Bom, a normalidade, o usual, a rotina, nada prova. Nem ao menos consegue demonstrar a soberania ou de quem quer que exerça o comando, visto que a comparação exige algum parâmetro. E, aqui entra a importância da exceção.


Mas, o que ela prova? Todo o sistema, tanto o geral como a si mesma. Para entender como funciona a regra, precisamos analisar todas as exceções que brotam ao redor. Somente elas permitem uma análise enérgica e passional do panorama, ao passo que a regra é tratada com uma calma superficial (como já escrevi antes, toda a paz, regra, não passa de uma imposição sobre as demais).


Imaginem o seguinte exemplo: O budismo é o caminho certo, a regra. Porém, de cada 10 pessoas, 1 segue outra ideologia/religião. Essa 1 é a exceção, o parâmetro, que corrobora com a regra que 9 pessoas caminham certo. Porém, caso 9 pessoas estejam erradas, revelará a força com que 9 pessoas foram submetidas ao 1. Muito provável que até alguns desses 9, tentarão suprimir-se e converter-se para o 1, lado “certo”.

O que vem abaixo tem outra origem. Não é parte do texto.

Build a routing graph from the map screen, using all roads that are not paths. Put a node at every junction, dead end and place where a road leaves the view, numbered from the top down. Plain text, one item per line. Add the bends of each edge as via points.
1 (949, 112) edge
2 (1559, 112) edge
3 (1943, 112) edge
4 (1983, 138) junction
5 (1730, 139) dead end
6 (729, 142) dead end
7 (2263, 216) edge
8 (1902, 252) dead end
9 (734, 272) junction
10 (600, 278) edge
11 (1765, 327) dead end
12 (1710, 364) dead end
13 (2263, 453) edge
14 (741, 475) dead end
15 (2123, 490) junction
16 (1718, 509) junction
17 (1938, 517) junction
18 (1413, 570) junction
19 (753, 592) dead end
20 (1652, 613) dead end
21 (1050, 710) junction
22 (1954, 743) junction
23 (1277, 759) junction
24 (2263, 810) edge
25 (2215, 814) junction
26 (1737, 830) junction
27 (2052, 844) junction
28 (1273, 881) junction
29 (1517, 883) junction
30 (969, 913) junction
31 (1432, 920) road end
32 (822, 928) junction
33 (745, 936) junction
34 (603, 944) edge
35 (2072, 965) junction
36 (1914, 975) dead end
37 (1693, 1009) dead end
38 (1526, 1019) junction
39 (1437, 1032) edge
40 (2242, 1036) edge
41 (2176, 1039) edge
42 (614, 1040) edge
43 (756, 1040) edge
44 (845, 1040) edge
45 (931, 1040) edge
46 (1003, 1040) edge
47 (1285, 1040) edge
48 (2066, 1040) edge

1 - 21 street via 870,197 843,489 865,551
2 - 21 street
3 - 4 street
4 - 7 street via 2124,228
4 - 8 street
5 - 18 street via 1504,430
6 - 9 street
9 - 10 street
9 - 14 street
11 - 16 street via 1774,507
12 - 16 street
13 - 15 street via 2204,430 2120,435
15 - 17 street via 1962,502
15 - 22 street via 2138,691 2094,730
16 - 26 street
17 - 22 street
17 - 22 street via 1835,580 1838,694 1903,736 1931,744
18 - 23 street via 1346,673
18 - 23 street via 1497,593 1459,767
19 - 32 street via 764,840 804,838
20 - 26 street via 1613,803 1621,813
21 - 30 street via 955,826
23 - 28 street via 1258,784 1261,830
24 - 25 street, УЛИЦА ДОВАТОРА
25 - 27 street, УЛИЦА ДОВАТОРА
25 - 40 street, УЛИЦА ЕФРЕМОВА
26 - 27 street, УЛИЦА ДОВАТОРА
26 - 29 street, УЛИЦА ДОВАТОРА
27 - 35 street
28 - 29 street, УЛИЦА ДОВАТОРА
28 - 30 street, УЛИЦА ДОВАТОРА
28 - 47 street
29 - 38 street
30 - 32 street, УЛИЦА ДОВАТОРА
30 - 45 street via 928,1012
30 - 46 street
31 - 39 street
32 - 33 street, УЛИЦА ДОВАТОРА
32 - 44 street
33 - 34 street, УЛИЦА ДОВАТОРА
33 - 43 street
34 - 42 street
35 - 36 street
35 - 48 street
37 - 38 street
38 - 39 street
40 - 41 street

Hm, mas os nove não computam como o certo, visto serem a maioria? Creio que muitas das ditas regras não expressam a realidade da experiência humana (ou me engano que posso fazer tudo que desejo? E que não me confundam! Realizar tudo que desejo, não é o mesmo que querer a inexistência dos efeitos – Somente entendo que nossos desejos, frutos de uma vontade de experimentação-lógica que, “graças” a um estabelecimento de valores precários e inibitivos, não se afloram) Mas, são impostas e mantidas na base da violência (enredo que já escrevi em outros carnavais).

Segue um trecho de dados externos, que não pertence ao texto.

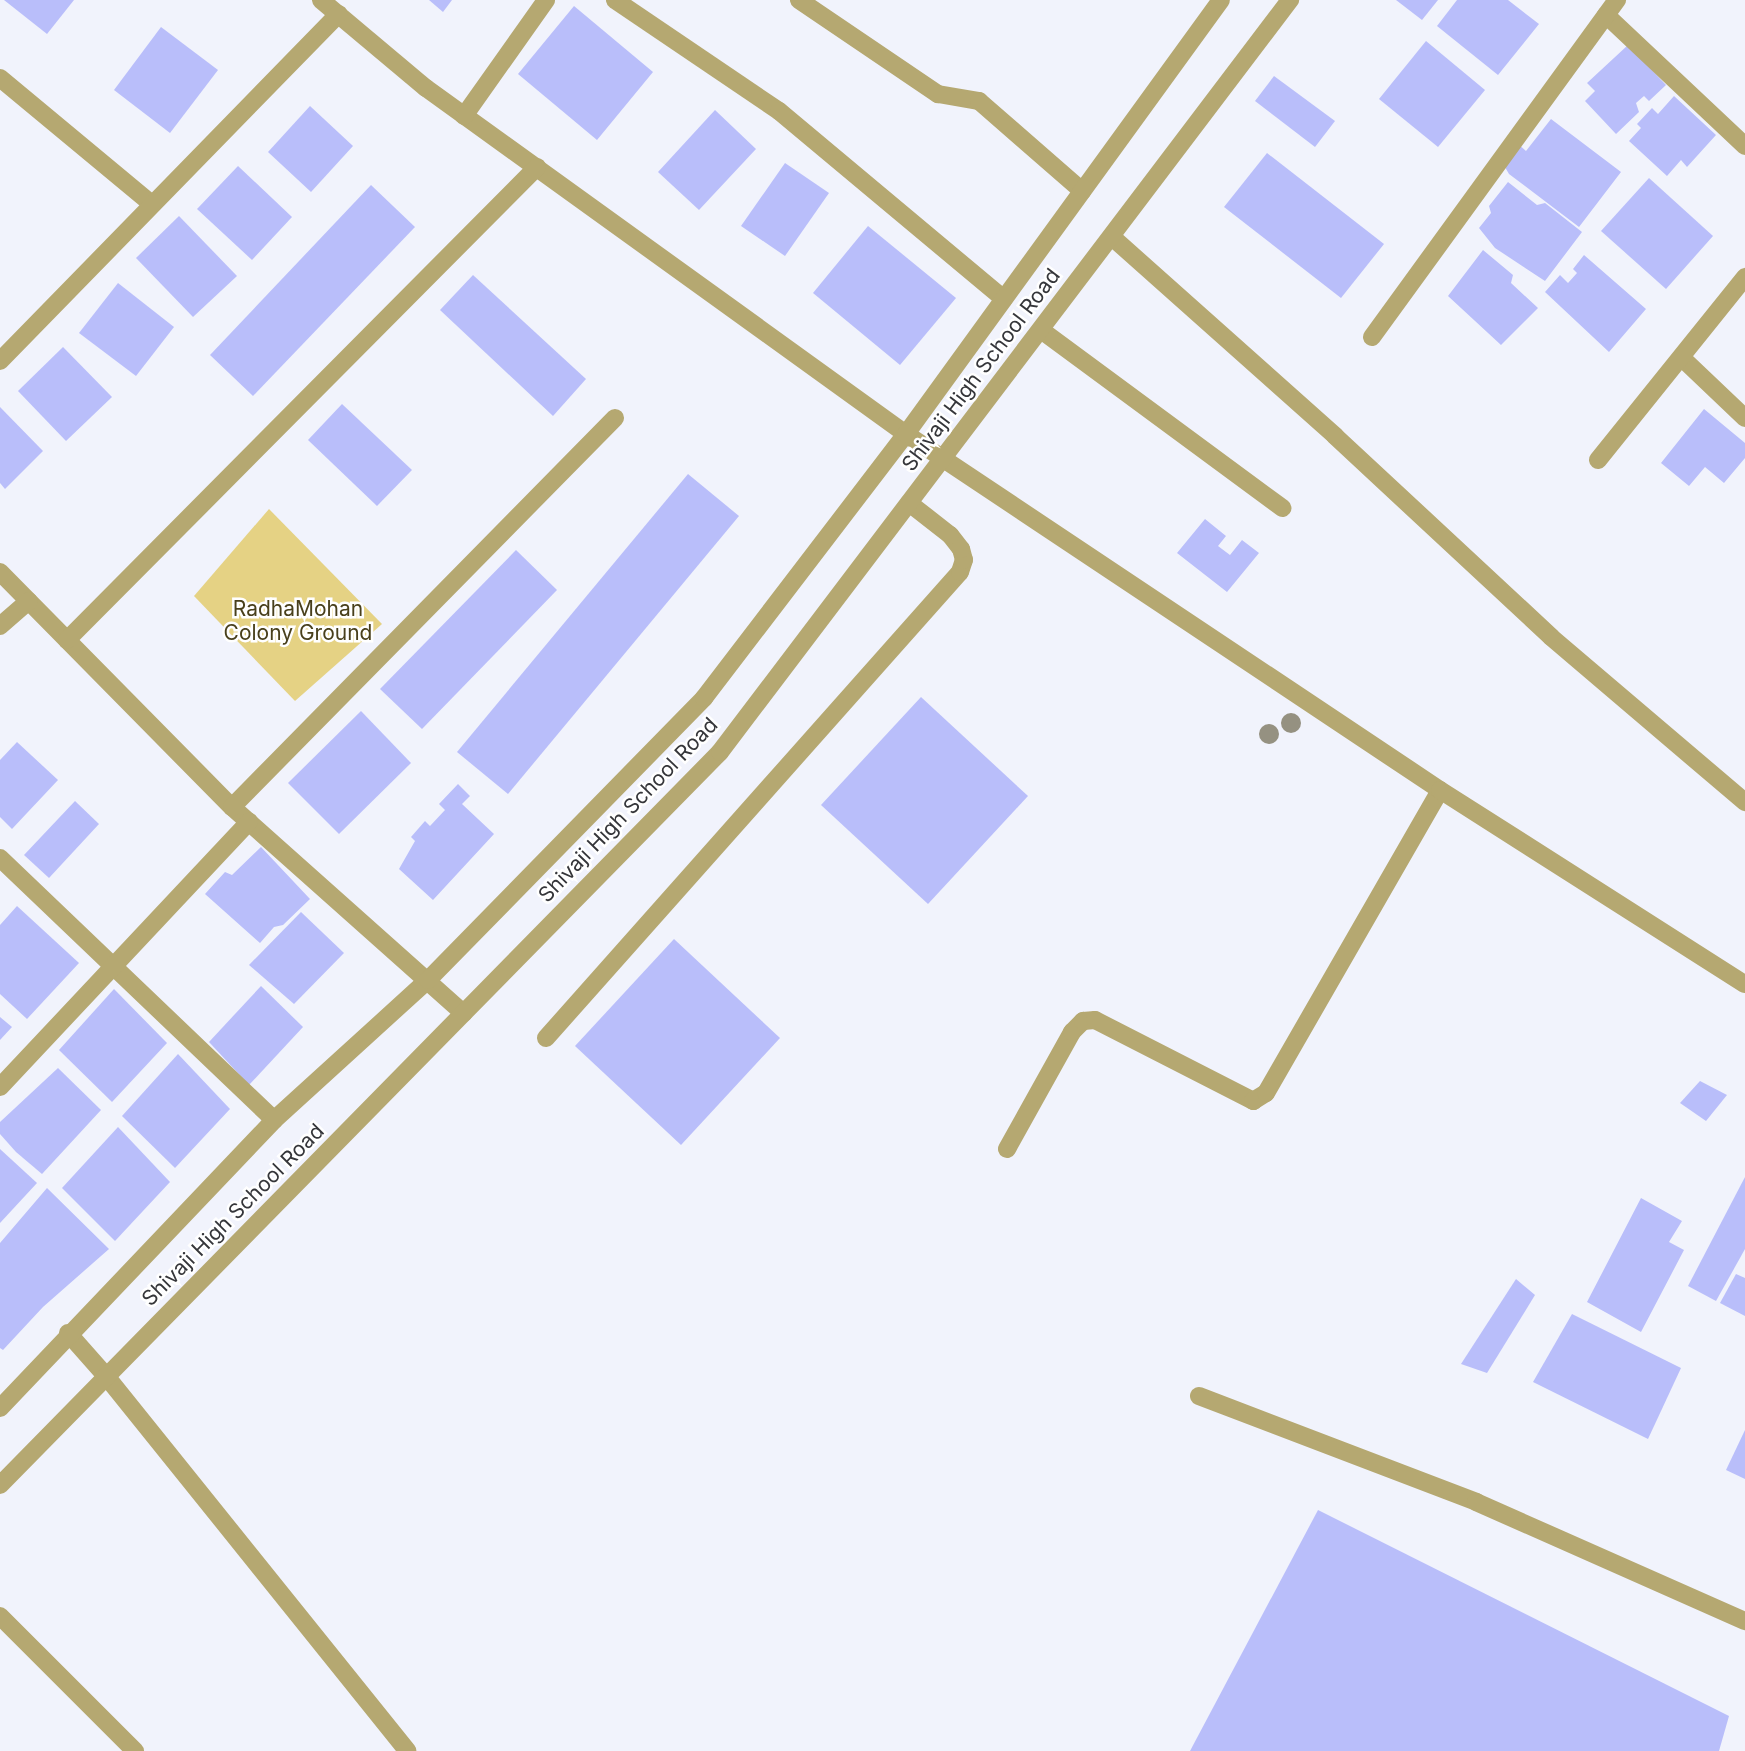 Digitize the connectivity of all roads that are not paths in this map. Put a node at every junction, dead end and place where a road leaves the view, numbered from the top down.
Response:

Por isso, através de uma análise da exceção, posso visualizar o corte que fazemos sobre todo aquele que não se enquadra nessa “normalidade” (Coloco entre aspas porque o ser humano é complexo demais para se tabular em certo/errado). Pela própria natureza conflitante entre a necessidade de controle, estratificação, imposição do soberano e a complexidade do ser humano, é plausível que se destrua-se aquilo que não converge para a “normalidade”. Em termos mais simples, a destruição da exceção é um efeito colateral aceitável por ser exatamente isso, exceção (minoria) que está sobre o comando do Soberano.

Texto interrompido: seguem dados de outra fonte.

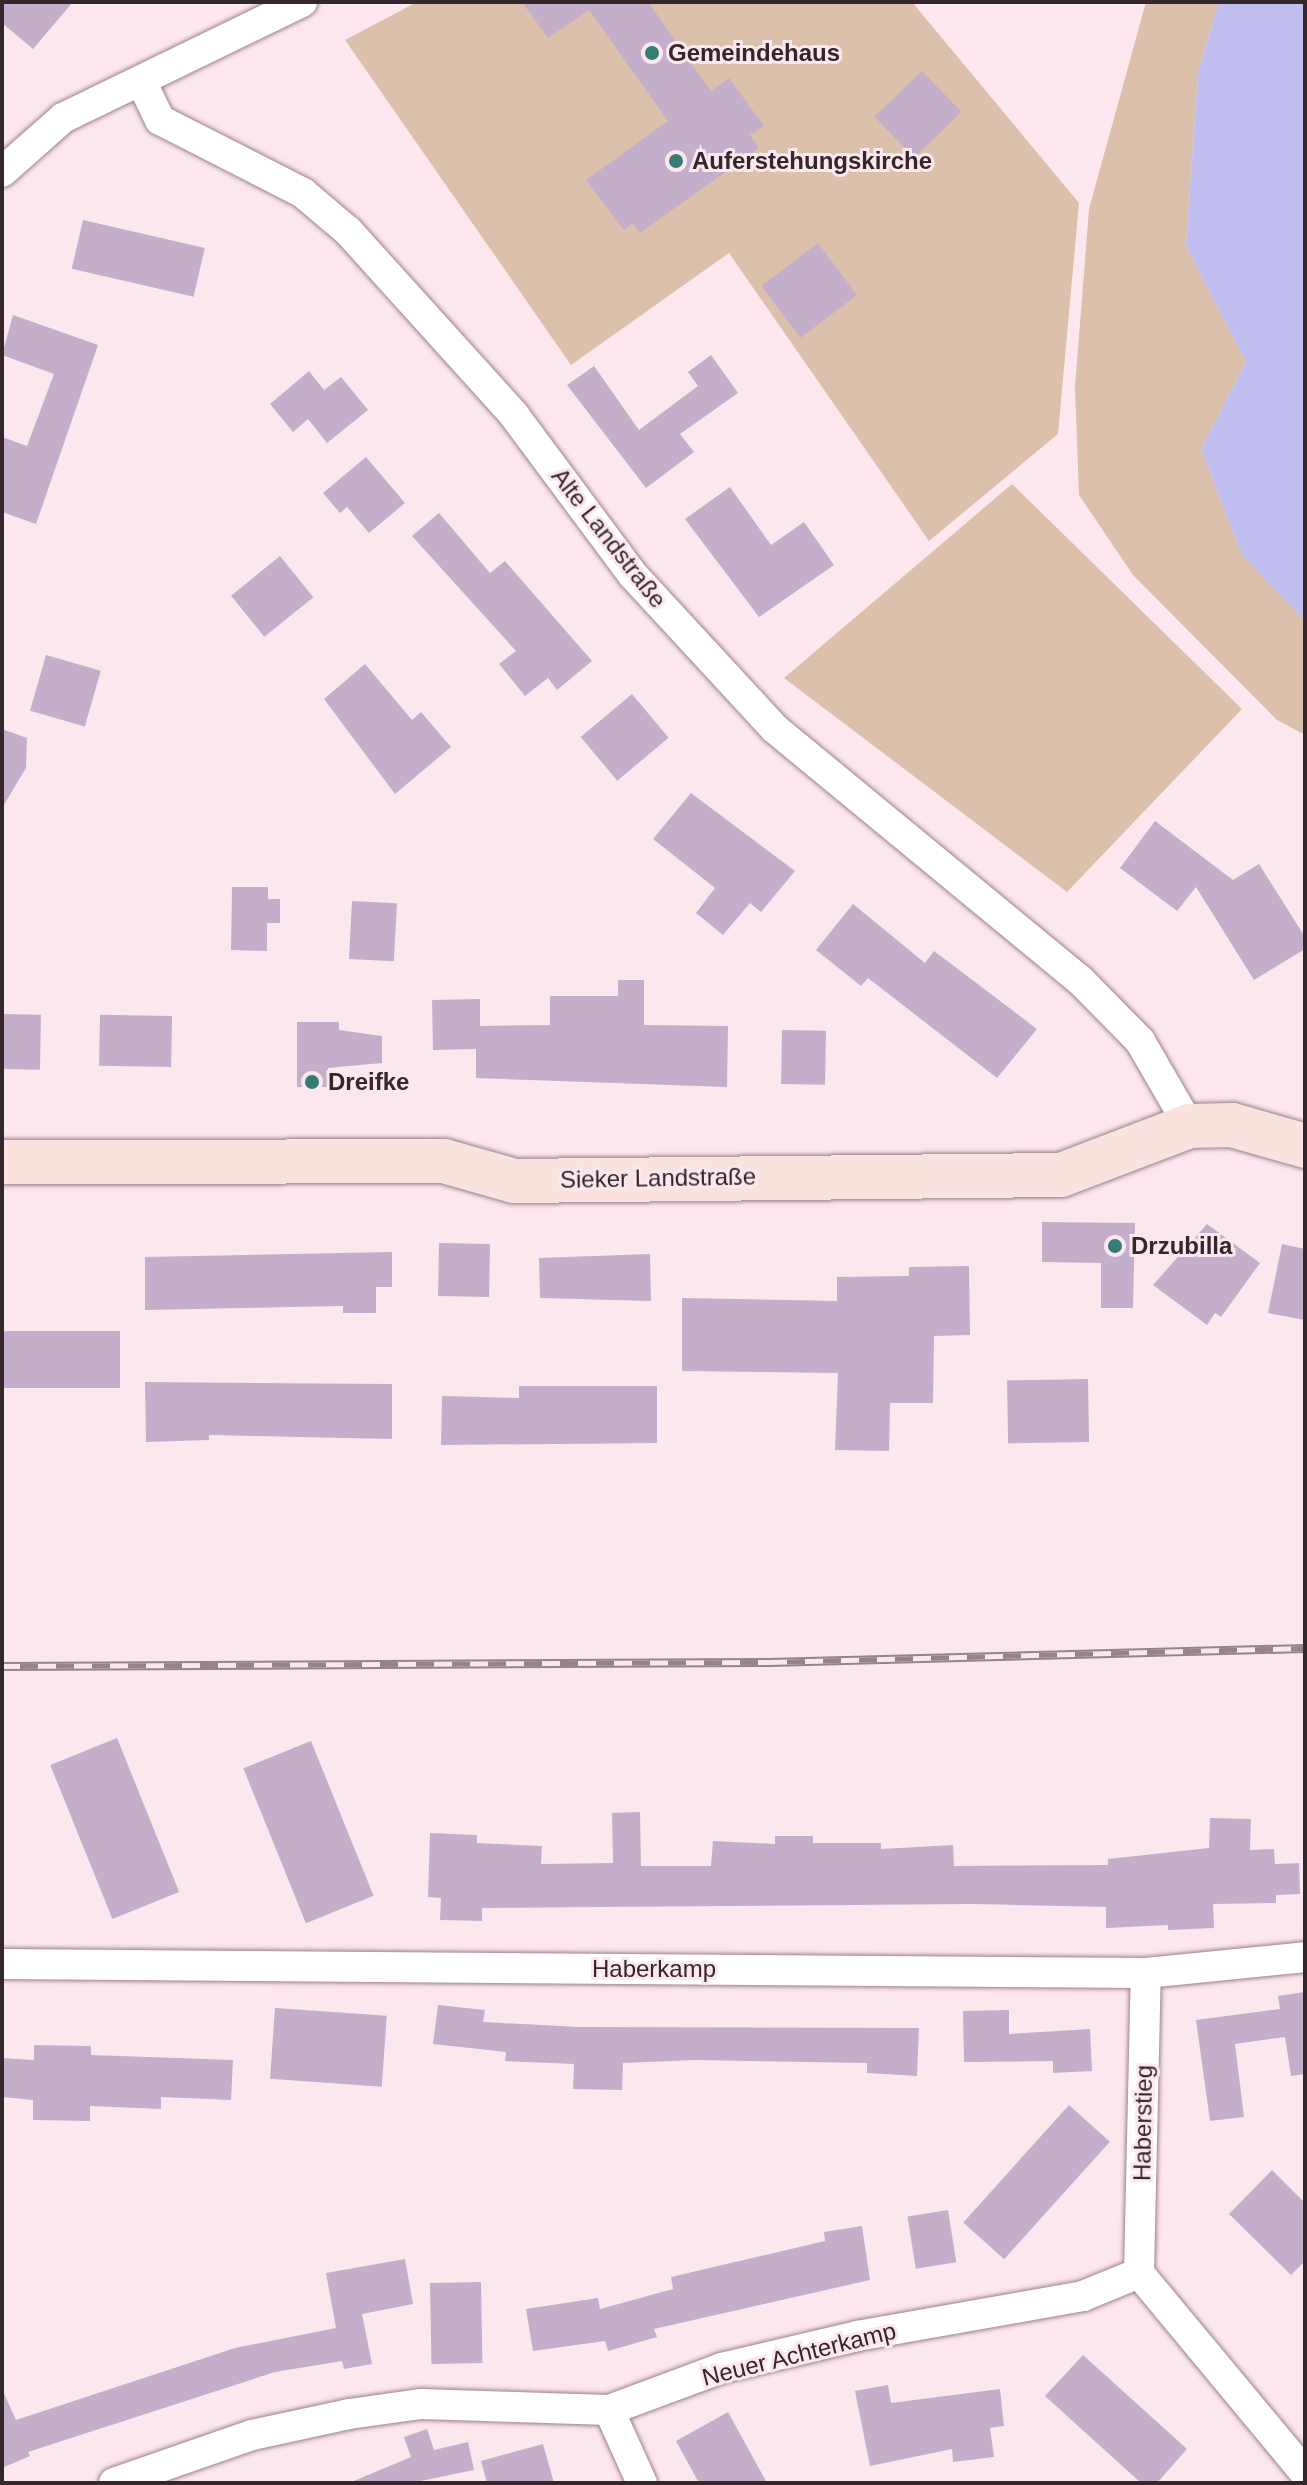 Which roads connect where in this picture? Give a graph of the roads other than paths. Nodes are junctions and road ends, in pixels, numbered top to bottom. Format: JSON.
{"nodes":[{"id":1,"x":302,"y":2,"type":"edge"},
{"id":2,"x":142,"y":83,"type":"junction"},
{"id":3,"x":2,"y":172,"type":"edge"},
{"id":4,"x":1189,"y":1126,"type":"junction"},
{"id":5,"x":1305,"y":1146,"type":"edge"},
{"id":6,"x":2,"y":1162,"type":"edge"},
{"id":7,"x":1305,"y":1957,"type":"edge"},
{"id":8,"x":2,"y":1964,"type":"edge"},
{"id":9,"x":1146,"y":1973,"type":"junction"},
{"id":10,"x":1139,"y":2273,"type":"junction"},
{"id":11,"x":609,"y":2410,"type":"junction"},
{"id":12,"x":1305,"y":2473,"type":"edge"},
{"id":13,"x":114,"y":2483,"type":"edge"},
{"id":14,"x":642,"y":2483,"type":"edge"}],
"edges":[{"from":1,"to":2,"type":"street"},
{"from":2,"to":3,"type":"street"},
{"from":2,"to":4,"type":"street","name":"Alte Landstraße"},
{"from":4,"to":5,"type":"street","name":"Sieker Landstraße"},
{"from":4,"to":6,"type":"street","name":"Sieker Landstraße"},
{"from":7,"to":9,"type":"street","name":"Haberkamp"},
{"from":8,"to":9,"type":"street","name":"Haberkamp"},
{"from":9,"to":10,"type":"street","name":"Haberstieg"},
{"from":10,"to":11,"type":"street","name":"Neuer Achterkamp"},
{"from":10,"to":12,"type":"street"},
{"from":11,"to":13,"type":"street","name":"Neuer Achterkamp"},
{"from":11,"to":14,"type":"street"}]}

Hoje, lembro de uma aula que voltou-se em torno dessa discussão: Poderá existir duas soberanias ou, melhor dizendo, poderá existir ou coexistir dois foras da lei? Não. É essa tensão entre soberanos que ocasiona guerra nas ruas e sangues nas calçadas. Por exemplo, o embate entre PCC e o Estado! Dois soberanos disputando quem deterá o monopólio da decisão ou, ao menos, a delimitação dos territórios.


Aprendemos a odiar tudo aquilo que nós é revelado como regra e, assim, somos orientados em dispensar e destruir o Outro; e aqueles que estão na luz da regra, defendem com unhas e dentes sua posição, com medo de ser tratado da forma com que trata o Outro.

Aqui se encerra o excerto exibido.